### INSTRUCTIONS FOR THE TASK
Every entry is to be returned as it stands, apart from the pictures.
EXCERPTED DATA below:
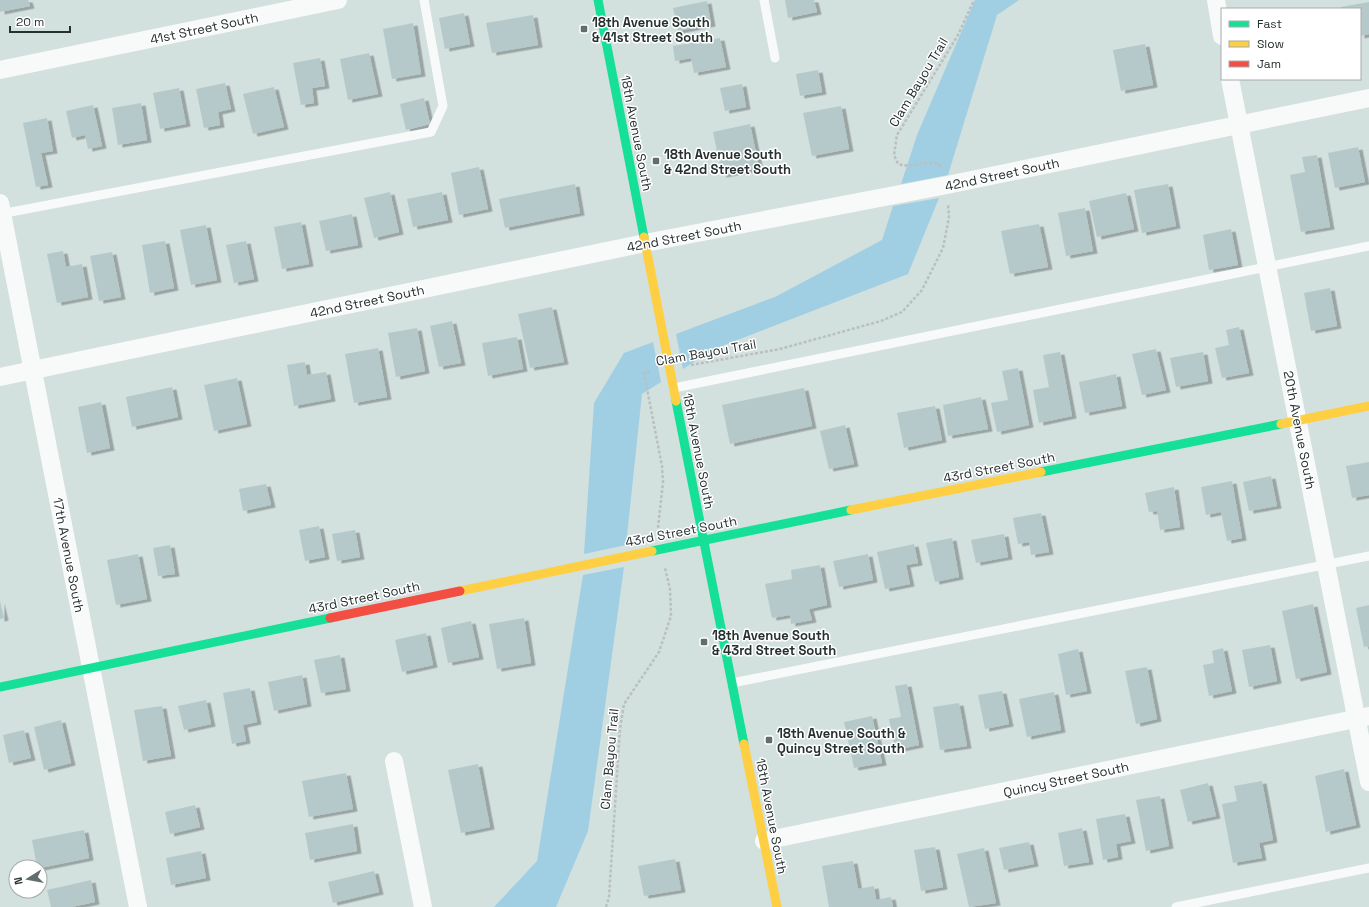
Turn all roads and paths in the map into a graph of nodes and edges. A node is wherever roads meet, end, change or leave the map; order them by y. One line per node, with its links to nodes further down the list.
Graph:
1 (338, 0): 9 (street, 41st Street South)
2 (424, 0): 14 (lane)
3 (598, 0): 15 (street, 18th Avenue South)
4 (764, 0): 8 (lane)
5 (974, 0): 13 (path, Clam Bayou Trail)
6 (1216, 0): 7 (street)
7 (1221, 30)
8 (774, 58)
9 (0, 70)
10 (1230, 80): 12 (street, 20th Avenue South)
11 (1369, 98): 12 (street, 42nd Street South)
12 (1238, 125): 13 (street, 42nd Street South); 17 (street, 20th Avenue South)
13 (947, 185): 15 (street, 42nd Street South); 18 (path, Clam Bayou Trail)
14 (1, 211): 19 (street, 17th Avenue South)
15 (645, 243): 18 (street, 18th Avenue South); 19 (street, 42nd Street South)
16 (1369, 246): 17 (lane)
17 (1267, 266): 21 (lane); 23 (street, 20th Avenue South)
18 (671, 369): 21 (street, 18th Avenue South); 25 (path, Clam Bayou Trail)
19 (34, 371): 20 (street, 42nd Street South); 28 (street, 17th Avenue South)
20 (0, 377)
21 (674, 388): 24 (street, 18th Avenue South)
22 (1369, 406): 23 (street, 43rd Street South)
23 (1299, 420): 24 (street, 43rd Street South); 27 (street, 20th Avenue South)
24 (703, 540): 25 (street, 43rd Street South); 29 (street, 18th Avenue South)
25 (660, 549): 28 (street, 43rd Street South); 38 (path, Clam Bayou Trail)
26 (1369, 556): 27 (lane)
27 (1326, 564): 29 (lane); 31 (street, 20th Avenue South)
28 (91, 668): 30 (street, 43rd Street South); 36 (street, 17th Avenue South)
29 (732, 683): 34 (street, 18th Avenue South)
30 (0, 687)
31 (1363, 717): 33 (street, 20th Avenue South); 34 (street, Quincy Street South)
32 (394, 761): 37 (street)
33 (1369, 782)
34 (764, 841): 39 (street, 18th Avenue South)
35 (1369, 868): 40 (lane)
36 (138, 907)
37 (423, 907)
38 (606, 907)
39 (777, 907)
40 (1176, 907)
End of EXCERPTED DATA.
### YOUR SOLUTION
Turn all roads and paths in the map into a graph of nodes and edges. A node is wherever roads meet, end, change or leave the map; order them by y. One line per node, with its links to nodes further down the list.
Graph:
1 (338, 0): 9 (street, 41st Street South)
2 (424, 0): 14 (lane)
3 (598, 0): 15 (street, 18th Avenue South)
4 (764, 0): 8 (lane)
5 (974, 0): 13 (path, Clam Bayou Trail)
6 (1216, 0): 7 (street)
7 (1221, 30)
8 (774, 58)
9 (0, 70)
10 (1230, 80): 12 (street, 20th Avenue South)
11 (1369, 98): 12 (street, 42nd Street South)
12 (1238, 125): 13 (street, 42nd Street South); 17 (street, 20th Avenue South)
13 (947, 185): 15 (street, 42nd Street South); 18 (path, Clam Bayou Trail)
14 (1, 211): 19 (street, 17th Avenue South)
15 (645, 243): 18 (street, 18th Avenue South); 19 (street, 42nd Street South)
16 (1369, 246): 17 (lane)
17 (1267, 266): 21 (lane); 23 (street, 20th Avenue South)
18 (671, 369): 21 (street, 18th Avenue South); 25 (path, Clam Bayou Trail)
19 (34, 371): 20 (street, 42nd Street South); 28 (street, 17th Avenue South)
20 (0, 377)
21 (674, 388): 24 (street, 18th Avenue South)
22 (1369, 406): 23 (street, 43rd Street South)
23 (1299, 420): 24 (street, 43rd Street South); 27 (street, 20th Avenue South)
24 (703, 540): 25 (street, 43rd Street South); 29 (street, 18th Avenue South)
25 (660, 549): 28 (street, 43rd Street South); 38 (path, Clam Bayou Trail)
26 (1369, 556): 27 (lane)
27 (1326, 564): 29 (lane); 31 (street, 20th Avenue South)
28 (91, 668): 30 (street, 43rd Street South); 36 (street, 17th Avenue South)
29 (732, 683): 34 (street, 18th Avenue South)
30 (0, 687)
31 (1363, 717): 33 (street, 20th Avenue South); 34 (street, Quincy Street South)
32 (394, 761): 37 (street)
33 (1369, 782)
34 (764, 841): 39 (street, 18th Avenue South)
35 (1369, 868): 40 (lane)
36 (138, 907)
37 (423, 907)
38 (606, 907)
39 (777, 907)
40 (1176, 907)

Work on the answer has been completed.